* Work required:
Extract the complete listing and repeat it word for word.

* Recorded information:
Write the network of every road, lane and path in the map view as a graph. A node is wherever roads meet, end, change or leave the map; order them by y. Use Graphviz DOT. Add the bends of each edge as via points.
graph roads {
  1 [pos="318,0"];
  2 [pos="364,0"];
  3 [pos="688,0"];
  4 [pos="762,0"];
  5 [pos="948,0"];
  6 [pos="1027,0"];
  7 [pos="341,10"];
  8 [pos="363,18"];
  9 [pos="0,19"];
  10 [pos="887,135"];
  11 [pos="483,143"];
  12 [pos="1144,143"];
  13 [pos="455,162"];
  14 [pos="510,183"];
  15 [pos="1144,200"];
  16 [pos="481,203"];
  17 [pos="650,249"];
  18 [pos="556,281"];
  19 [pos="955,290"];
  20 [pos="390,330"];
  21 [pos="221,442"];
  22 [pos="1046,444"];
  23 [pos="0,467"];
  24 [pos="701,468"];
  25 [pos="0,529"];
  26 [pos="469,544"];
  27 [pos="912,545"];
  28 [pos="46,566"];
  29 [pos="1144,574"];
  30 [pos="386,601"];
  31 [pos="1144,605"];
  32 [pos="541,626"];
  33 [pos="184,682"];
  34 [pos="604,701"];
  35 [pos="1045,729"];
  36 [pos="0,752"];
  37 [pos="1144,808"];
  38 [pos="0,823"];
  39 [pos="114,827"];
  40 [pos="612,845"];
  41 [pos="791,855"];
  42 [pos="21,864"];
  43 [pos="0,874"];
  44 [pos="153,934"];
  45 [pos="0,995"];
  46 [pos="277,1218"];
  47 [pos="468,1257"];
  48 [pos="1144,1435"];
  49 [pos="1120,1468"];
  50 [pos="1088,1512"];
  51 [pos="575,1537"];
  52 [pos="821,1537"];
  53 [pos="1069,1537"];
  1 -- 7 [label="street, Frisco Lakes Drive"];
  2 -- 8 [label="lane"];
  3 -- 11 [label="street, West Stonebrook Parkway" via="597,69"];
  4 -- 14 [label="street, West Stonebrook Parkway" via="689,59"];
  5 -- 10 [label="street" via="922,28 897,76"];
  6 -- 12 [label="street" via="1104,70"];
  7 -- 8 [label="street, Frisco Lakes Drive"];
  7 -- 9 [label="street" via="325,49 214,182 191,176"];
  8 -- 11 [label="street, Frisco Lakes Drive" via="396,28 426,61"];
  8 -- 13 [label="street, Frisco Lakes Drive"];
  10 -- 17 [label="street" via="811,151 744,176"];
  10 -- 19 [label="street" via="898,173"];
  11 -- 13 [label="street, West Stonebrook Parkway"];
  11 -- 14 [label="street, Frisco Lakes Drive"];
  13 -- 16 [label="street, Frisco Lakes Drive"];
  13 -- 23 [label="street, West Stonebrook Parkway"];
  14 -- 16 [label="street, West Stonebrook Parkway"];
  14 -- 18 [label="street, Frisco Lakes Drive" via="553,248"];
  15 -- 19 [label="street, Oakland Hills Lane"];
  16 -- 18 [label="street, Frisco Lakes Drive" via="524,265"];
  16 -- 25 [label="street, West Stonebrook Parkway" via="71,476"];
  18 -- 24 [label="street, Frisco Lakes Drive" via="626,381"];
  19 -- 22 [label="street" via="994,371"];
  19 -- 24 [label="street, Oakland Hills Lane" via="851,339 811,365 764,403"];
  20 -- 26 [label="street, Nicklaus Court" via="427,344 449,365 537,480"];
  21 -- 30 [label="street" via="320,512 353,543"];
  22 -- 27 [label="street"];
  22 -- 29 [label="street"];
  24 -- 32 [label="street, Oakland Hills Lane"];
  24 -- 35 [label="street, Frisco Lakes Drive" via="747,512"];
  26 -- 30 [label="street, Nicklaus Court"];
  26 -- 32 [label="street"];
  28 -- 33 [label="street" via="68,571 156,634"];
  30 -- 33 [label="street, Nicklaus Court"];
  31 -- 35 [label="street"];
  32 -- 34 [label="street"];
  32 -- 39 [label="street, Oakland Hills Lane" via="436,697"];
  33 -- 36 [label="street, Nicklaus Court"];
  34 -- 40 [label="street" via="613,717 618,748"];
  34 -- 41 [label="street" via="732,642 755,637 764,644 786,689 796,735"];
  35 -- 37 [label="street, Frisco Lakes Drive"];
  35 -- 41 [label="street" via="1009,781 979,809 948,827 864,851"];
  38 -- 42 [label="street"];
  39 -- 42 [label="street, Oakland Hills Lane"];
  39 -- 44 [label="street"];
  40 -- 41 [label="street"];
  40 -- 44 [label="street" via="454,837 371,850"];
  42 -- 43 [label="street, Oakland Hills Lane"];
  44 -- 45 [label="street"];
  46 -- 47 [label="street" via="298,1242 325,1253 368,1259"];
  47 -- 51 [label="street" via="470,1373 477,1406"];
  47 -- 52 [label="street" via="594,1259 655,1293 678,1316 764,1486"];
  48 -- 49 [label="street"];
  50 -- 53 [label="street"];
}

* Exercise answer:
Write the network of every road, lane and path in the map view as a graph. A node is wherever roads meet, end, change or leave the map; order them by y. Use Graphviz DOT. Add the bends of each edge as via points.
graph roads {
  1 [pos="318,0"];
  2 [pos="364,0"];
  3 [pos="688,0"];
  4 [pos="762,0"];
  5 [pos="948,0"];
  6 [pos="1027,0"];
  7 [pos="341,10"];
  8 [pos="363,18"];
  9 [pos="0,19"];
  10 [pos="887,135"];
  11 [pos="483,143"];
  12 [pos="1144,143"];
  13 [pos="455,162"];
  14 [pos="510,183"];
  15 [pos="1144,200"];
  16 [pos="481,203"];
  17 [pos="650,249"];
  18 [pos="556,281"];
  19 [pos="955,290"];
  20 [pos="390,330"];
  21 [pos="221,442"];
  22 [pos="1046,444"];
  23 [pos="0,467"];
  24 [pos="701,468"];
  25 [pos="0,529"];
  26 [pos="469,544"];
  27 [pos="912,545"];
  28 [pos="46,566"];
  29 [pos="1144,574"];
  30 [pos="386,601"];
  31 [pos="1144,605"];
  32 [pos="541,626"];
  33 [pos="184,682"];
  34 [pos="604,701"];
  35 [pos="1045,729"];
  36 [pos="0,752"];
  37 [pos="1144,808"];
  38 [pos="0,823"];
  39 [pos="114,827"];
  40 [pos="612,845"];
  41 [pos="791,855"];
  42 [pos="21,864"];
  43 [pos="0,874"];
  44 [pos="153,934"];
  45 [pos="0,995"];
  46 [pos="277,1218"];
  47 [pos="468,1257"];
  48 [pos="1144,1435"];
  49 [pos="1120,1468"];
  50 [pos="1088,1512"];
  51 [pos="575,1537"];
  52 [pos="821,1537"];
  53 [pos="1069,1537"];
  1 -- 7 [label="street, Frisco Lakes Drive"];
  2 -- 8 [label="lane"];
  3 -- 11 [label="street, West Stonebrook Parkway" via="597,69"];
  4 -- 14 [label="street, West Stonebrook Parkway" via="689,59"];
  5 -- 10 [label="street" via="922,28 897,76"];
  6 -- 12 [label="street" via="1104,70"];
  7 -- 8 [label="street, Frisco Lakes Drive"];
  7 -- 9 [label="street" via="325,49 214,182 191,176"];
  8 -- 11 [label="street, Frisco Lakes Drive" via="396,28 426,61"];
  8 -- 13 [label="street, Frisco Lakes Drive"];
  10 -- 17 [label="street" via="811,151 744,176"];
  10 -- 19 [label="street" via="898,173"];
  11 -- 13 [label="street, West Stonebrook Parkway"];
  11 -- 14 [label="street, Frisco Lakes Drive"];
  13 -- 16 [label="street, Frisco Lakes Drive"];
  13 -- 23 [label="street, West Stonebrook Parkway"];
  14 -- 16 [label="street, West Stonebrook Parkway"];
  14 -- 18 [label="street, Frisco Lakes Drive" via="553,248"];
  15 -- 19 [label="street, Oakland Hills Lane"];
  16 -- 18 [label="street, Frisco Lakes Drive" via="524,265"];
  16 -- 25 [label="street, West Stonebrook Parkway" via="71,476"];
  18 -- 24 [label="street, Frisco Lakes Drive" via="626,381"];
  19 -- 22 [label="street" via="994,371"];
  19 -- 24 [label="street, Oakland Hills Lane" via="851,339 811,365 764,403"];
  20 -- 26 [label="street, Nicklaus Court" via="427,344 449,365 537,480"];
  21 -- 30 [label="street" via="320,512 353,543"];
  22 -- 27 [label="street"];
  22 -- 29 [label="street"];
  24 -- 32 [label="street, Oakland Hills Lane"];
  24 -- 35 [label="street, Frisco Lakes Drive" via="747,512"];
  26 -- 30 [label="street, Nicklaus Court"];
  26 -- 32 [label="street"];
  28 -- 33 [label="street" via="68,571 156,634"];
  30 -- 33 [label="street, Nicklaus Court"];
  31 -- 35 [label="street"];
  32 -- 34 [label="street"];
  32 -- 39 [label="street, Oakland Hills Lane" via="436,697"];
  33 -- 36 [label="street, Nicklaus Court"];
  34 -- 40 [label="street" via="613,717 618,748"];
  34 -- 41 [label="street" via="732,642 755,637 764,644 786,689 796,735"];
  35 -- 37 [label="street, Frisco Lakes Drive"];
  35 -- 41 [label="street" via="1009,781 979,809 948,827 864,851"];
  38 -- 42 [label="street"];
  39 -- 42 [label="street, Oakland Hills Lane"];
  39 -- 44 [label="street"];
  40 -- 41 [label="street"];
  40 -- 44 [label="street" via="454,837 371,850"];
  42 -- 43 [label="street, Oakland Hills Lane"];
  44 -- 45 [label="street"];
  46 -- 47 [label="street" via="298,1242 325,1253 368,1259"];
  47 -- 51 [label="street" via="470,1373 477,1406"];
  47 -- 52 [label="street" via="594,1259 655,1293 678,1316 764,1486"];
  48 -- 49 [label="street"];
  50 -- 53 [label="street"];
}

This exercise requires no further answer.